WORK TASK: Look below for the line with "Turn all roads", then give it again exactly, along with every line that comes after it, the final line included.

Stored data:
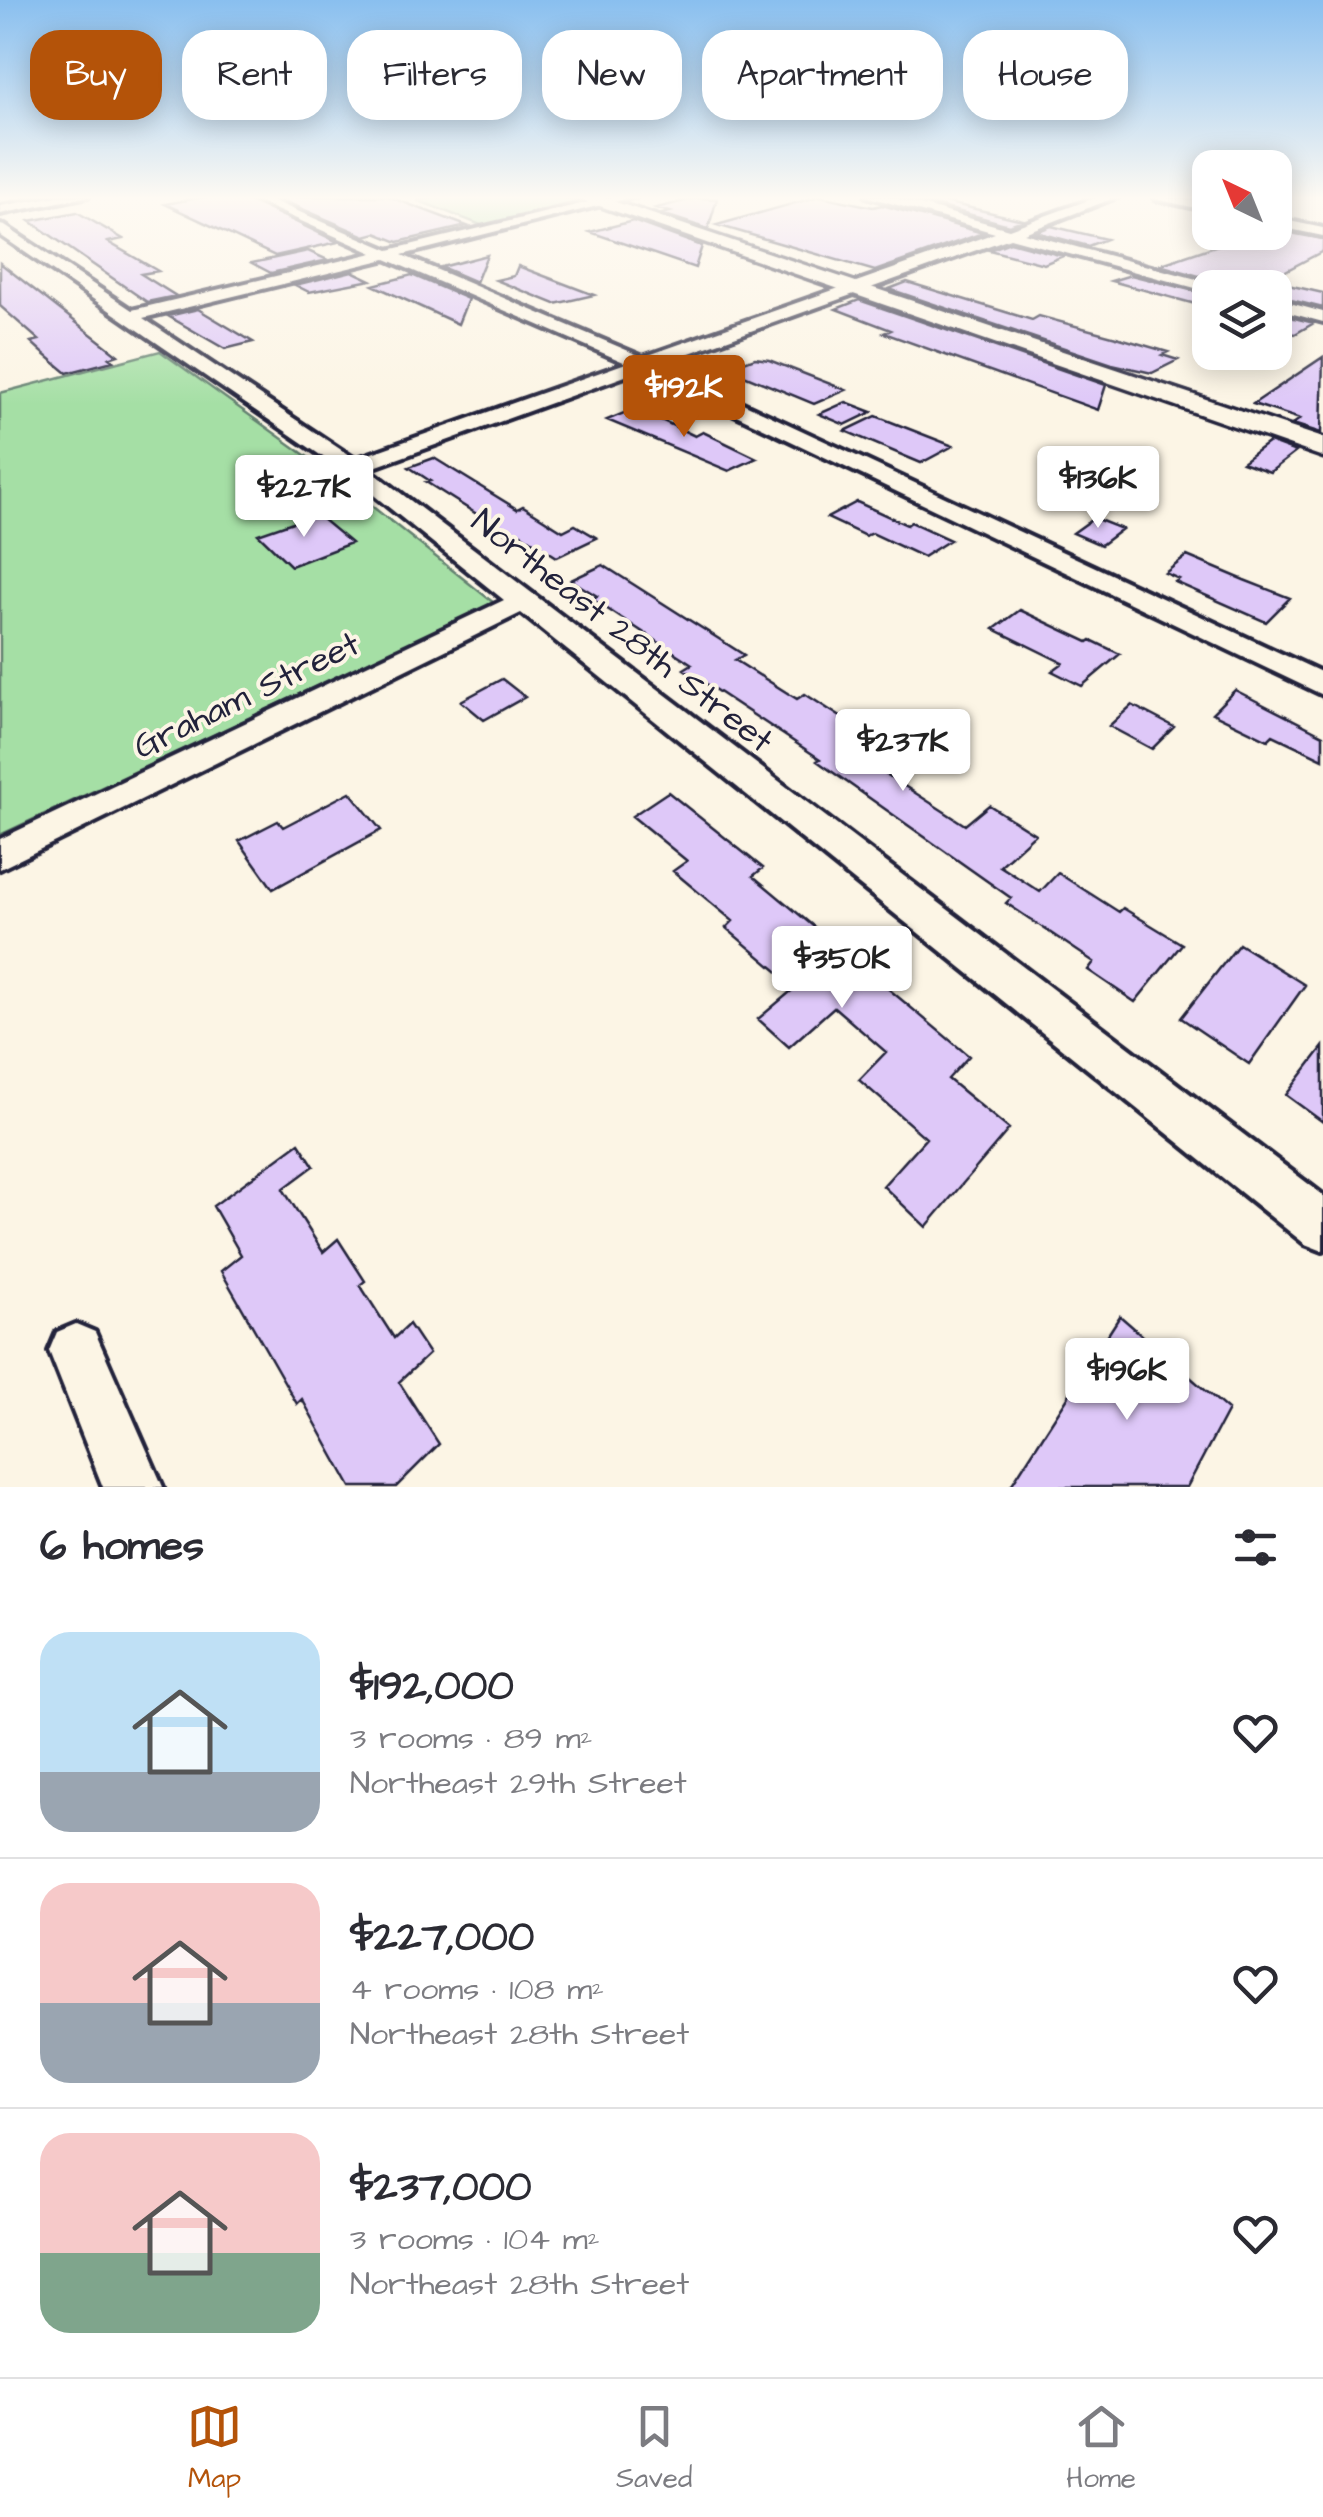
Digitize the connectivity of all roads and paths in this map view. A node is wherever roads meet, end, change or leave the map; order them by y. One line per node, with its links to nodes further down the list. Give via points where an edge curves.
1 (54, 265): 10 (street, Northeast 28th Street)
2 (340, 265): 10 (street)
3 (414, 265): 12 (street)
4 (784, 265): 8 (main road)
5 (916, 265): 8 (street)
6 (1130, 265): 7 (street)
7 (1192, 282)
8 (851, 288): 12 (street); 13 (main road)
9 (1292, 309): 11 (street)
10 (129, 316): 14 (street, Northeast 28th Street)
11 (1323, 317)
12 (641, 363): 14 (street); 16 (street)
13 (1323, 448)
14 (353, 467): 15 (street, Northeast 28th Street)
15 (525, 600): 17 (street, Graham Street); 18 (street, Northeast 28th Street)
16 (1323, 685)
17 (0, 855)
18 (1323, 1226)
19 (76, 1351): 20 (street)
20 (133, 1487)

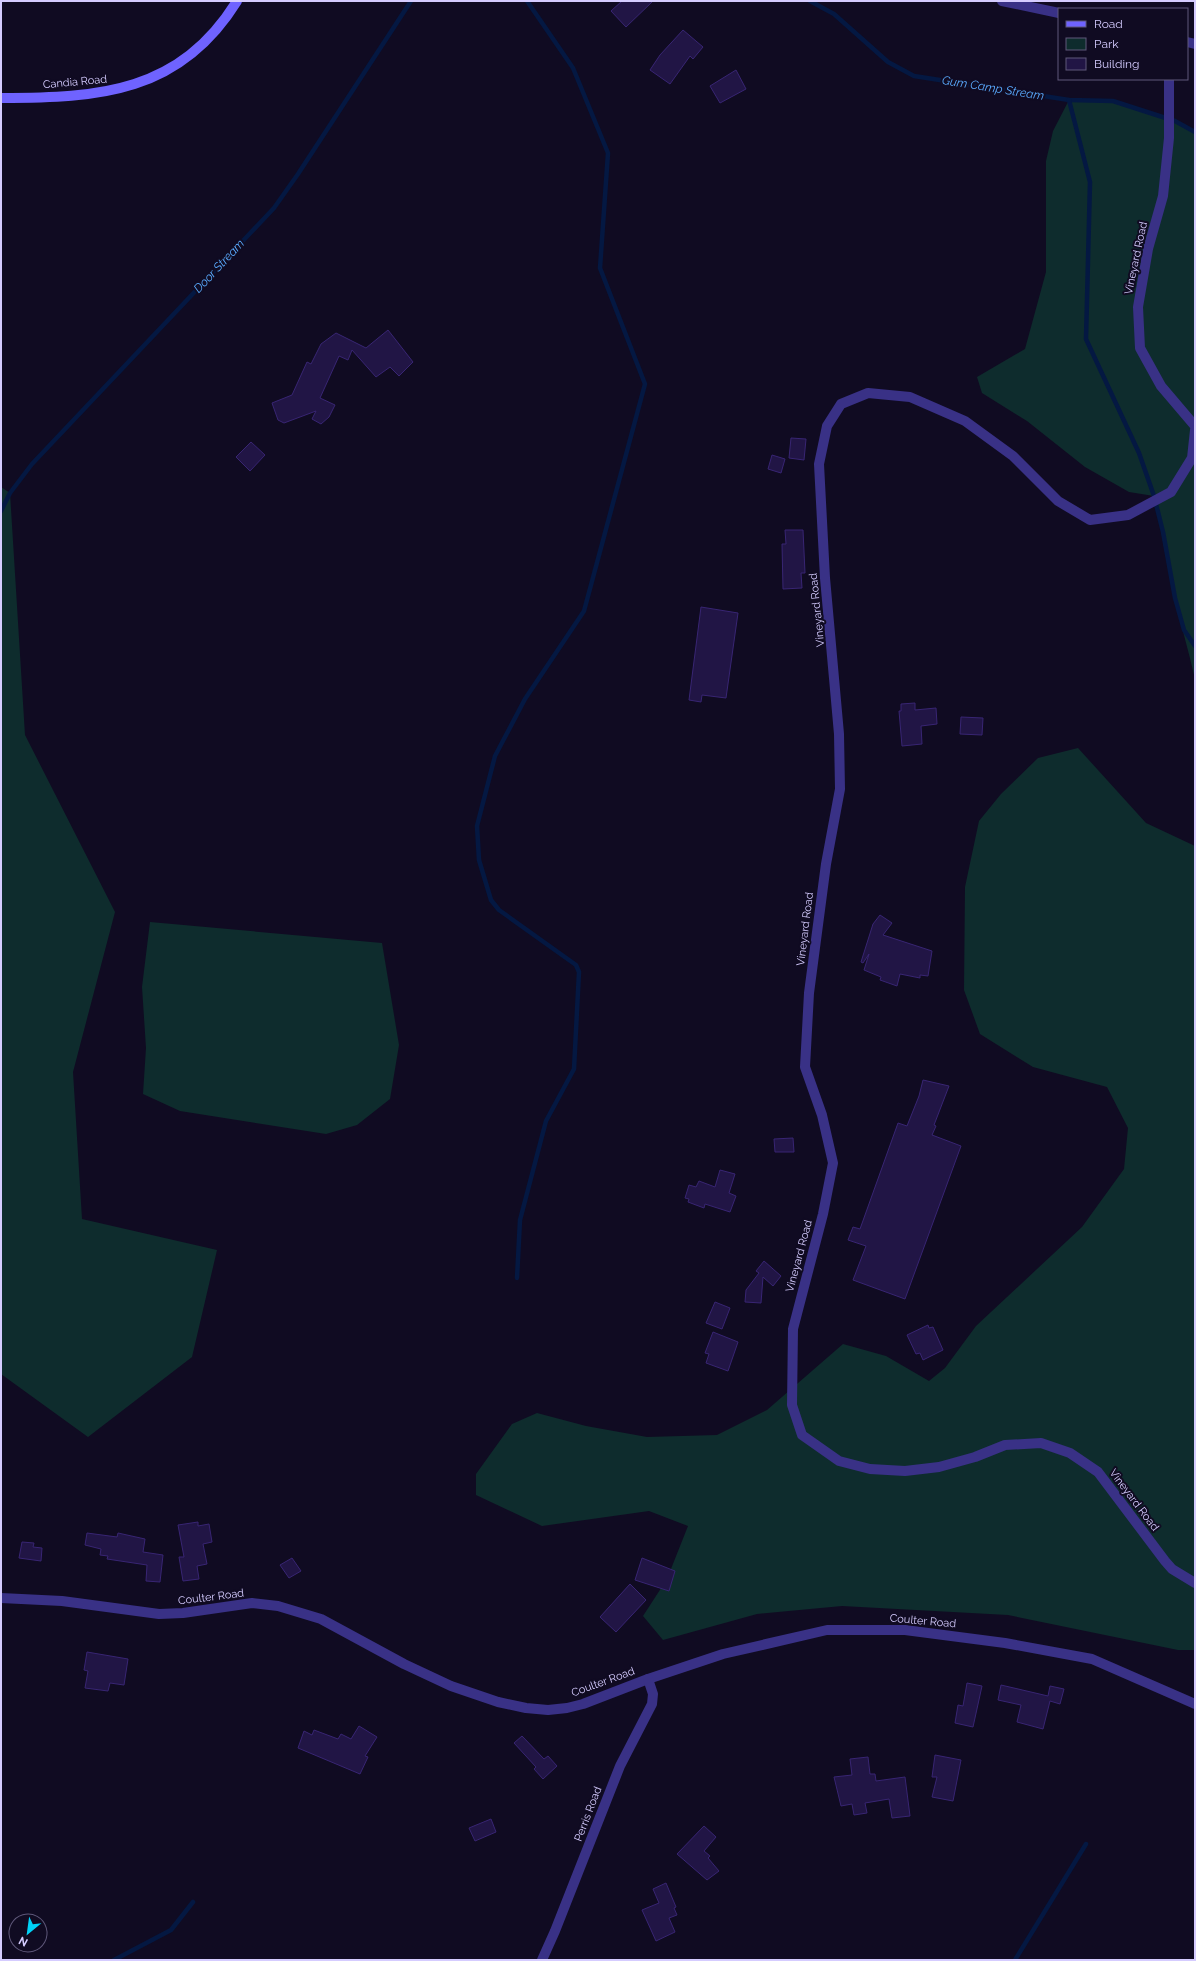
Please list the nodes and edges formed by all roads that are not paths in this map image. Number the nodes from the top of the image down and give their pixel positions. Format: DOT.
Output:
graph roads {
  1 [pos="237,1"];
  2 [pos="1002,1"];
  3 [pos="1058,13"];
  4 [pos="1169,80"];
  5 [pos="1,98"];
  6 [pos="1195,426"];
  7 [pos="1195,430"];
  8 [pos="1195,1583"];
  9 [pos="1,1598"];
  10 [pos="648,1679"];
  11 [pos="1195,1704"];
  12 [pos="542,1960"];
  1 -- 5 [label="street, Candia Road"];
  2 -- 3 [label="street"];
  4 -- 6 [label="street, Vineyard Road"];
  7 -- 8 [label="street, Vineyard Road"];
  9 -- 10 [label="street, Coulter Road"];
  10 -- 11 [label="street, Coulter Road"];
  10 -- 12 [label="street, Perris Road"];
}
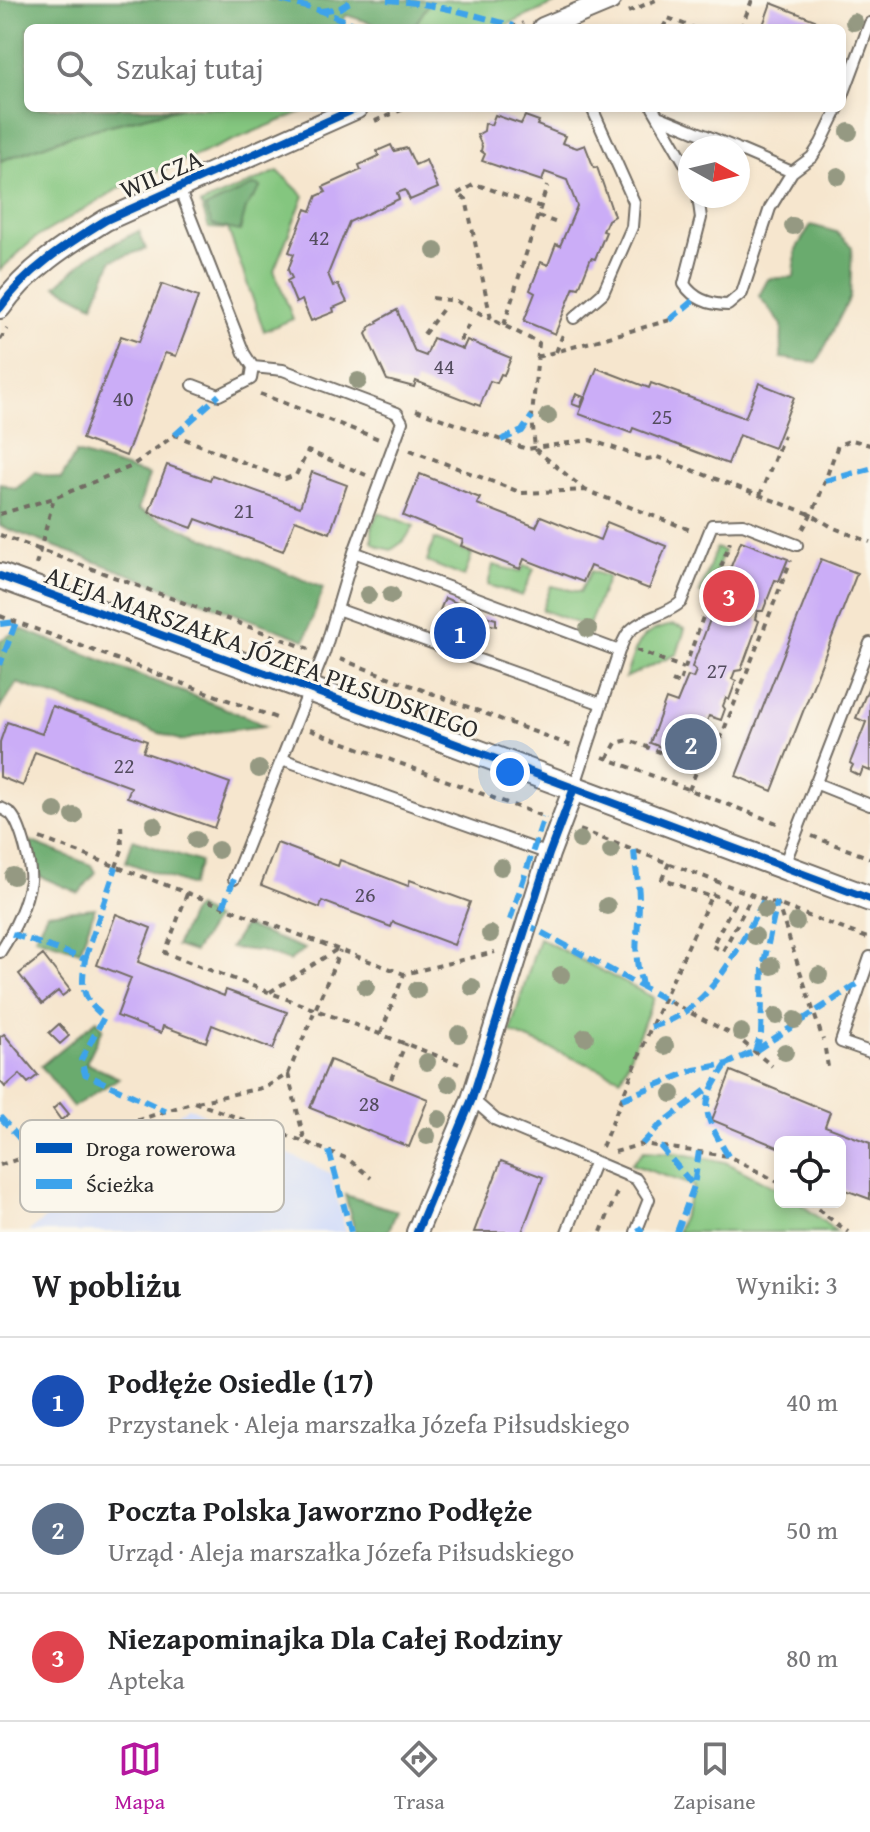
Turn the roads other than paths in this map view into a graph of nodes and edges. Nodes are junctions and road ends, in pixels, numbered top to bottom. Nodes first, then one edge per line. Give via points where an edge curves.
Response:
1 (610, 0) edge
2 (870, 23) edge
3 (557, 24) edge
4 (846, 87) edge
5 (348, 112) edge
6 (594, 112) edge
7 (656, 112) edge
8 (836, 112) edge
9 (710, 136) edge
10 (678, 151) edge
11 (750, 154) edge
12 (792, 172) junction
13 (179, 188) junction
14 (700, 208) edge
15 (0, 308) edge
16 (570, 322) road end
17 (252, 373) junction
18 (193, 385) dead end
19 (797, 545) road end
20 (354, 552) junction
21 (0, 576) edge
22 (337, 609) junction
23 (870, 643) edge
24 (620, 648) junction
25 (309, 689) junction
26 (602, 704) junction
27 (282, 759) junction
28 (815, 783) junction
29 (574, 788) junction
30 (870, 805) edge
31 (0, 808) edge
32 (549, 854) junction
33 (784, 865) junction
34 (234, 879) dead end
35 (870, 899) edge
36 (0, 952) edge
37 (870, 957) edge
38 (870, 1052) edge
39 (472, 1099) junction
40 (594, 1163) junction
41 (417, 1232) edge
42 (567, 1232) edge
43 (636, 1232) edge

1 - 3 street
2 - 4 lane
5 - 13 street, WILCZA
6 - 16 lane via 634,202 632,227 603,293
7 - 9 lane
7 - 10 lane
8 - 12 lane via 812,157
11 - 12 lane
12 - 14 lane via 770,208 742,293 728,305 704,302 684,284
13 - 15 street, WILCZA via 73,240 13,290
13 - 17 lane
17 - 18 lane via 219,395
17 - 20 lane via 283,370 397,413 402,422
19 - 24 lane via 743,524 712,525 681,602 635,626
20 - 22 lane
20 - 24 lane
21 - 25 street, ALEJA MARSZAŁKA JÓZEFA PIŁSUDSKIEGO
22 - 25 lane
22 - 26 lane
23 - 28 lane
24 - 26 lane
25 - 27 lane
25 - 29 street, ALEJA MARSZAŁKA JÓZEFA PIŁSUDSKIEGO
26 - 29 lane
27 - 32 lane
27 - 34 lane
28 - 30 lane
28 - 33 lane
29 - 32 street
29 - 33 street, ALEJA MARSZAŁKA JÓZEFA PIŁSUDSKIEGO
31 - 36 lane via 11,813 19,831 30,880 12,934
32 - 39 street
33 - 35 street, ALEJA MARSZAŁKA JÓZEFA PIŁSUDSKIEGO
37 - 38 lane via 841,1042
39 - 40 lane via 496,1120
39 - 41 street
40 - 42 lane
40 - 43 lane via 636,1179 649,1199

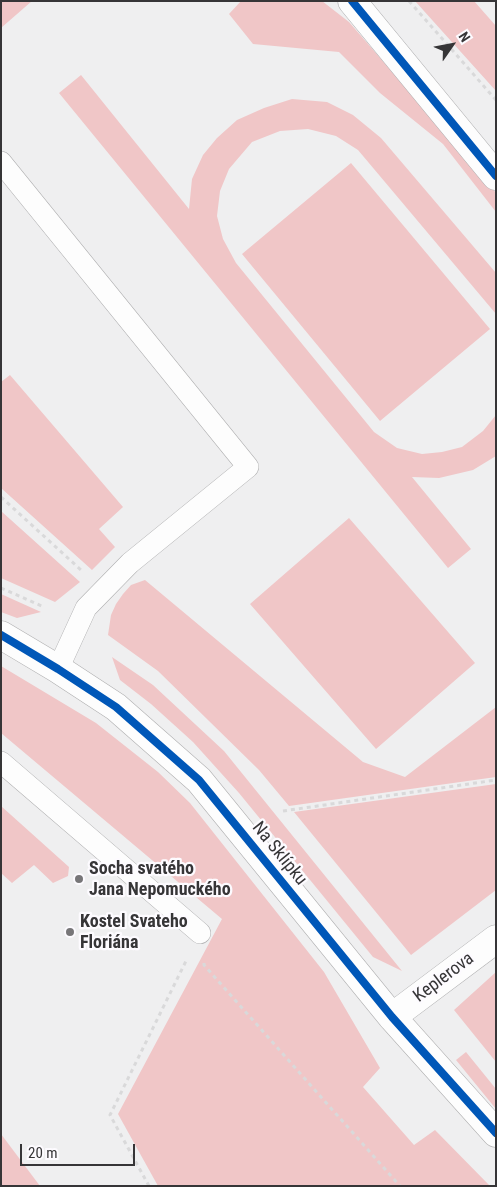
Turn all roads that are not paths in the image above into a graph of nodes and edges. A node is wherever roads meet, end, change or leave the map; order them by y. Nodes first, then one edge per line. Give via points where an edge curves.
1 (352, 1) edge
2 (1, 162) edge
3 (496, 176) edge
4 (1, 635) edge
5 (58, 669) junction
6 (1, 762) edge
7 (200, 932) road end
8 (496, 939) edge
9 (392, 1017) junction
10 (496, 1133) edge

1 - 3 street
2 - 5 lane via 248,467 130,563 86,608
4 - 5 street, Na Sklípku
5 - 9 street, Na Sklípku via 116,707 199,780
6 - 7 lane
8 - 9 street, Keplerova
9 - 10 street, Na Sklípku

SOLUTION FOR THIS PROBLEM:
Turn all roads that are not paths in the image above into a graph of nodes and edges. A node is wherever roads meet, end, change or leave the map; order them by y. Nodes first, then one edge per line. Give via points where an edge curves.
1 (352, 1) edge
2 (1, 162) edge
3 (496, 176) edge
4 (1, 635) edge
5 (58, 669) junction
6 (1, 762) edge
7 (200, 932) road end
8 (496, 939) edge
9 (392, 1017) junction
10 (496, 1133) edge

1 - 3 street
2 - 5 lane via 248,467 130,563 86,608
4 - 5 street, Na Sklípku
5 - 9 street, Na Sklípku via 116,707 199,780
6 - 7 lane
8 - 9 street, Keplerova
9 - 10 street, Na Sklípku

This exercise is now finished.